İslamım der; Anadolu köy, şehir...
İmanımız kine karşı panzehir
Senin benden, benim senden farkım ne?
Ben hizmetli, sen kıdemli, o paşa
Hakk'a sığın, Ona güven çok yaşa!
El gözüyle bakılır mı gardaşa,
Senin benden, benim senden farkım ne?
Bizler Hakka gönül vermiş milletiz
Son peygamber Muhammed (sav) e ümmetiz...

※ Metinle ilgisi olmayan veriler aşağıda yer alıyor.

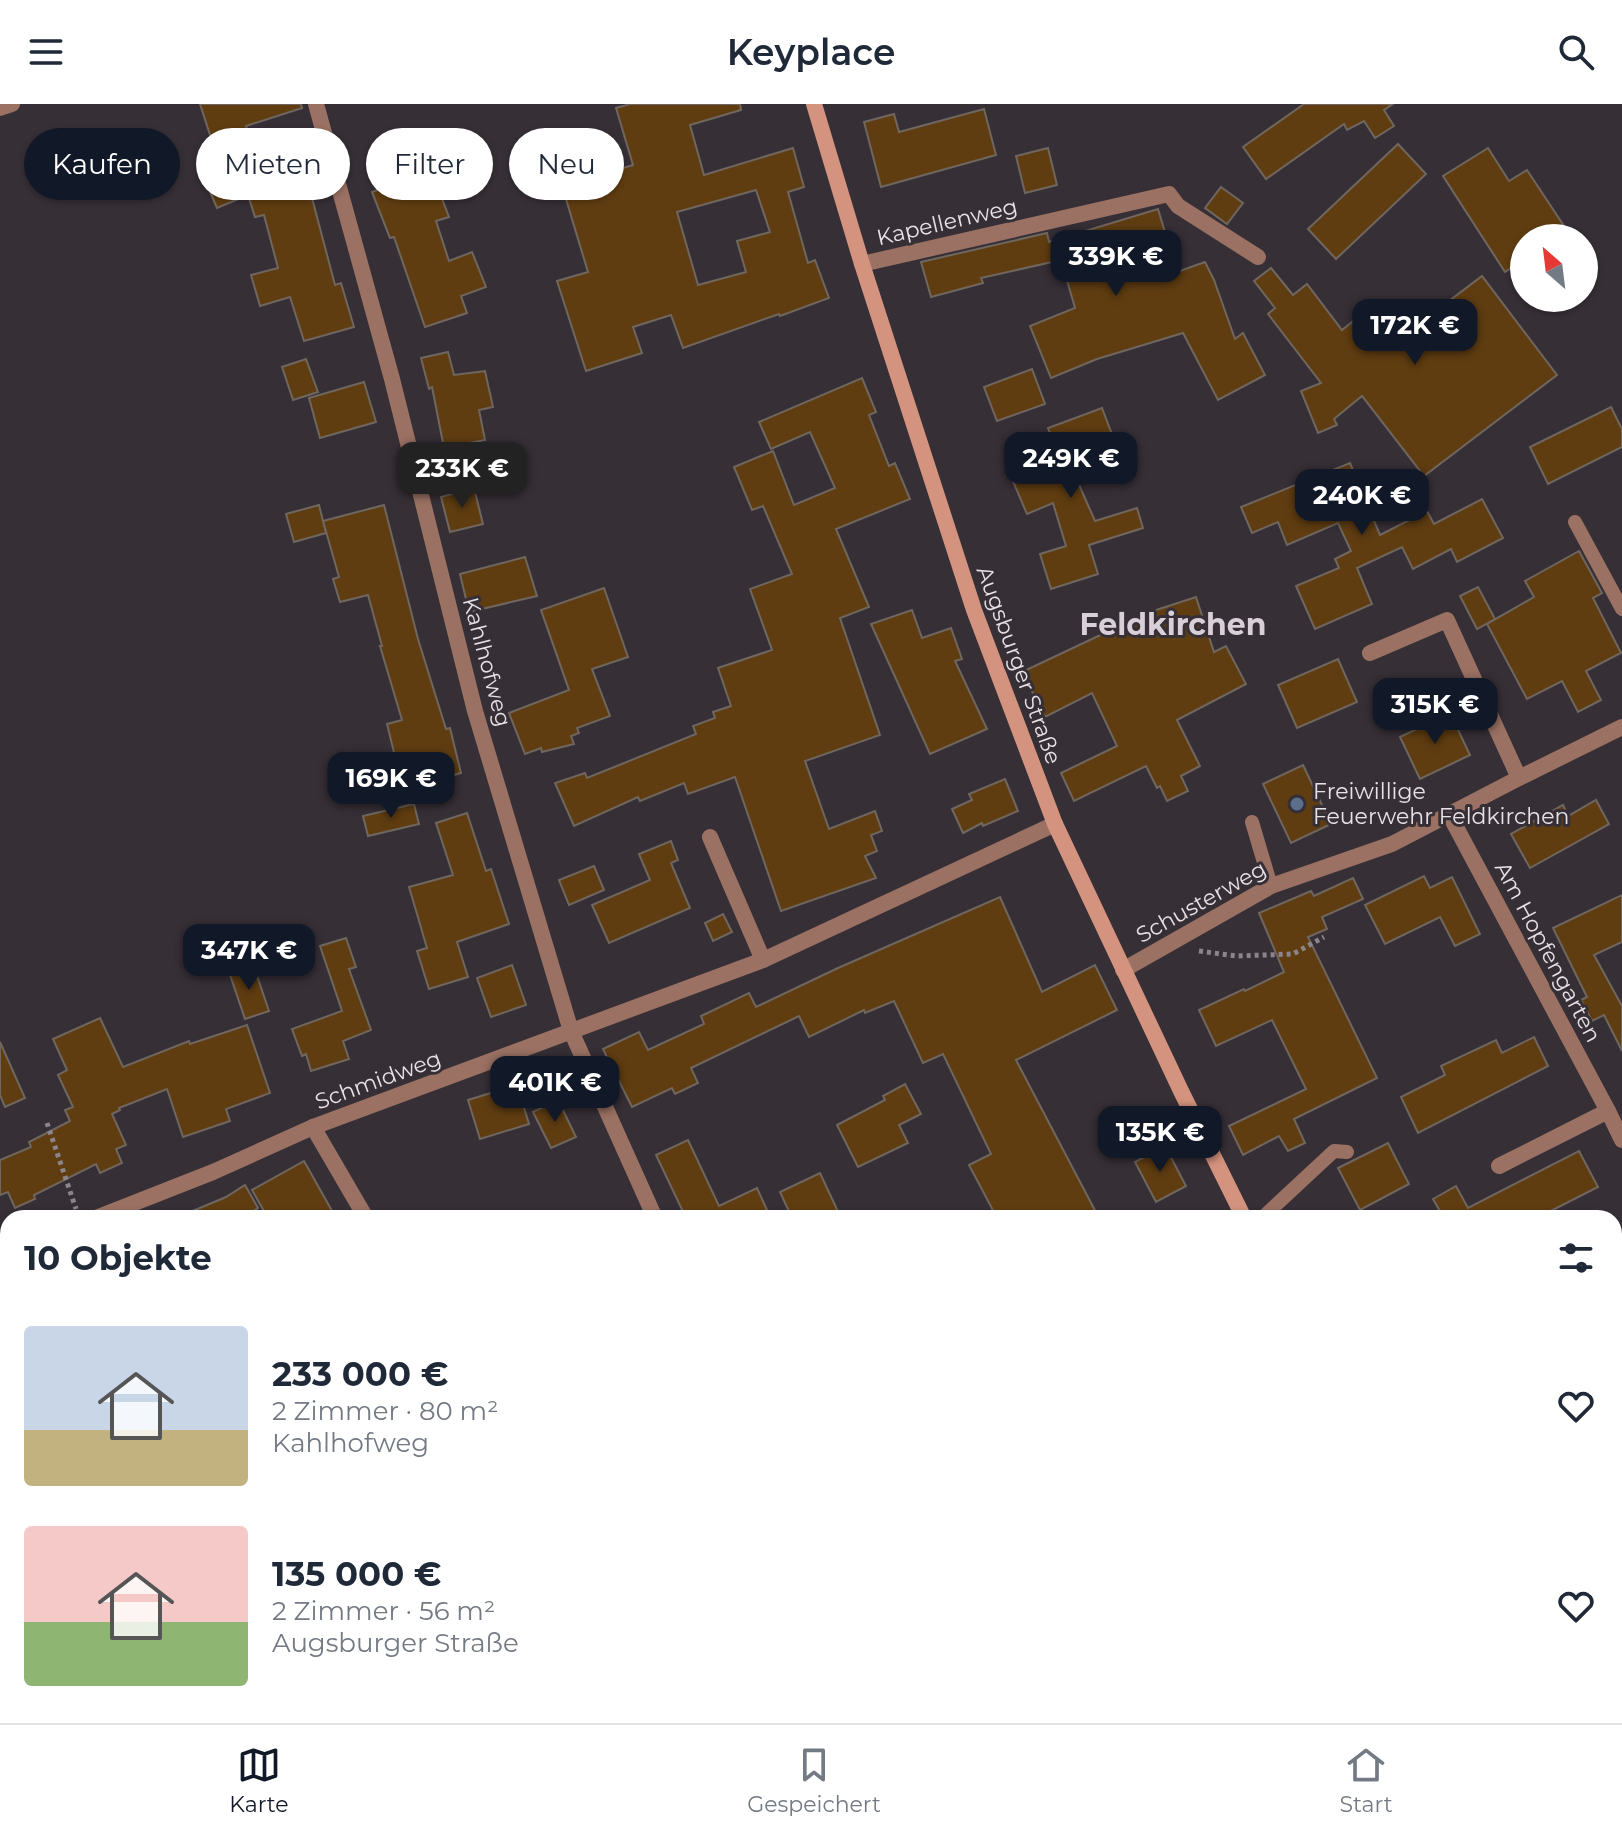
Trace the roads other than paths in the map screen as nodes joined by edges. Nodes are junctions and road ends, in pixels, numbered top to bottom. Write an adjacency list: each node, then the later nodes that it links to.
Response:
1 (12, 104): 4 (street)
2 (316, 104): 19 (street, Kahlhofweg)
3 (814, 104): 6 (main road, Augsburger Straße)
4 (0, 108)
5 (1258, 257): 6 (street, Kapellenweg)
6 (862, 264): 14 (main road, Augsburger Straße)
7 (1575, 522): 8 (lane)
8 (1622, 609)
9 (1370, 653): 11 (street)
10 (1622, 727): 11 (street, Schusterweg)
11 (1519, 778): 12 (street, Schusterweg)
12 (1449, 814): 16 (street, Schusterweg); 20 (street, Am Hopfengarten)
13 (1252, 822): 16 (lane)
14 (1055, 824): 17 (street, Schmidweg); 18 (main road, Augsburger Straße)
15 (710, 837): 17 (street)
16 (1271, 886): 18 (street, Schusterweg)
17 (763, 960): 19 (street, Schmidweg)
18 (1123, 970): 28 (main road, Augsburger Straße)
19 (571, 1031): 21 (street, Schmidweg); 27 (street, Kahlhofweg)
20 (1608, 1111): 22 (street, Am Hopfengarten); 24 (street)
21 (313, 1127): 25 (street, Schmidweg); 26 (street)
22 (1622, 1140)
23 (1347, 1152): 29 (lane)
24 (1499, 1166)
25 (120, 1210)
26 (361, 1210)
27 (651, 1210)
28 (1240, 1210)
29 (1271, 1210)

Hrank değil, hepimiz bir Mehmediz...
Senin benden, benim senden farkım ne?
İslam üzre nice devran sürmüşüz
Vatan için birlik olup ölmüşüz...
Neden bugün parça parça bölmüşüz
Senin benden, benim senden farkım ne?
Sarmış bizi bir ihanet çemberi
O gün bugün elden kalmışız geri...
Tarihe bak, kendine dön serseri
Senin benden, benim senden farkım ne?
Varlığımız ruhtan, bir de bedenden
Birliğimiz bizi insan edenden
Hiç mi huydan çekmemişsin dedenden
Senin benden, benim senden farkım ne?
Bir milletiz, şüphemiz yok bu kesin
Kimse bizi farklı gözle görmesin
Ehl-i vicdan Allah için söylesin
Senin benden, benim senden farkım ne?
Ay-yıldızlı bayraktaki aynı kan
Üç kıtaya hükmeyleyen aynı şan
Çanakkale, Galiçyada aynı can
Senin benden, benim senden farkım ne?
Aramıza girmiş, kim ki kefere
Bölmek için savaş açmış kaç kere...
Bırakalım kavuşsun mu zafere
Senin benden, benim senden farkım ne?
Özkanî der, İslam ortak payemiz
Hakk'a kulluk, ibadettir gayemiz
Birleşmekten başka yoktur çaremiz
Senin benden, benim senden farkım ne?
SAKLADIĞIM
DİLEK AVCIOĞLU
Bu günlerde ben kedime dahi yabancıyken!
Nasıl etrafıma yalancı olayım?
Gözlerim o uzak denizlerin,
Mavisine bulanmış,
Biterse mevsimlerim,
Solar ellerimde dileklerim,
Gül kızılı yanğınlarda kalırım vakitsiz,
Akşamsız...
Bilirim gidemezsin
yüreğimden uzağa,
Sevda, yüreğimde baharlarda,
Yıllarca saklı bu zamanın sandıklarında...
GÖMDÜM SEVGİNİ
ATEŞ ERDOĞAN
Ömürlük değildin mahşere kadar
Vedasız gecelere gömdüm sevgini
Bitmesin isterdim sonsuza kadar
Vefasız gecelere gömdüm sevgini
Sanmaki geceler sardı yaramı
Döküldü heceler serdi naramı
Duyarmısın bilmem acı selamı
Hercai gecelere gömdüm sevgini
Hatıralar sarmış alemi cihanı
Takvimler solmuş ömrün hazanı
Azrail olmuş kabrim kazanı
Suskun gecelere gömdüm sevgini
Felek çarkın etmiş devranı bozuk
Ben değil sen ettin sevdaya yazık
Yetmezmiydi bize el kadar azık
Bezgin gecelere gömdüm sevgini
Dilim söylesede bakma sözüme
Aklım firar etmiş kanma sözüme
Git hadi desem de uyma sözüme
Argın gecelere gömdüm sevgini
Ateş olup yansam aşkın harında
Mecnum olup kalsam sevda narında
Muradım almadan uçsam yar'ında
Vefasız gecelere gömdüm sevgini
YETİM SEVDA
SAFİYE SAMYELİ
Zorun neydi bilmem benle
Kaderleydi benim kavgam
Hakkım vardır bil ki sende
Ağlıyor bak yetim sevdam
Aldandım aşk oyununda
Vebalim var yar buynunda
Ayaz gecenin koynunda
Ağlıyor bak yetim sevdam
Derdi mahrem dile gelmez
Tutulmaz ki ele gelmez
Unut derim yola gelmez
Ağlıyor bak yetim sevdam
Güvenmez ellere gayrı
Dokunmaz kimseye hayrı
İkimize ayrı ayrı
Ağlıyor bak yetim sevdam
Aşktan büyük darbe aldı
Yalan sevdan derde saldı
Samyeli'ne miras kaldı
Ağlıyor bak yetim sevdam
HAKKINI HELAL ET
HAVVA UYSAL
Mevsimler geçti gitti ardından baka kaldığım
Ezber edilmiş mektuplarla dolu şimdi sandığım
Bir o gülüşündü tereddütsüz inandığım
Hakkını helal et birdaha bukadar inanmam sana
Şimdi tavan arası sandıkta anılarım
Acemi bi okadar da masum karaladıklarım
Şiirmiş sana mektup diye yazıp atamadıklarım
Hakkını helal et birdaha bukadar yazmam sana
Nasıl da bülbülle yarışırdı atma türkülerin
Sen söylerken nemlenirdi gara gözlerim
Sitem kar hüzün doluydu hep sözlerin
Hakkını helal et birdaha bukadar içten dinlemem seni
Kırıcı küçük sözüne kinaye yapardım
Gözlerime bulut iner sağnak bırakırdım
Özlemin geceyi uzatır sabaha zor çıkardım
Hakkını helal et birdaha bukadar özlemem seni
Sor şimdi bana değermi bukadar bekleyişe
İnan sadece hatıra okadar yok başka bişe
Benim serzenişim sadece zorlu geçmişe
Hakkını helal et birdaha bukadar serzenişde bulunmam sana.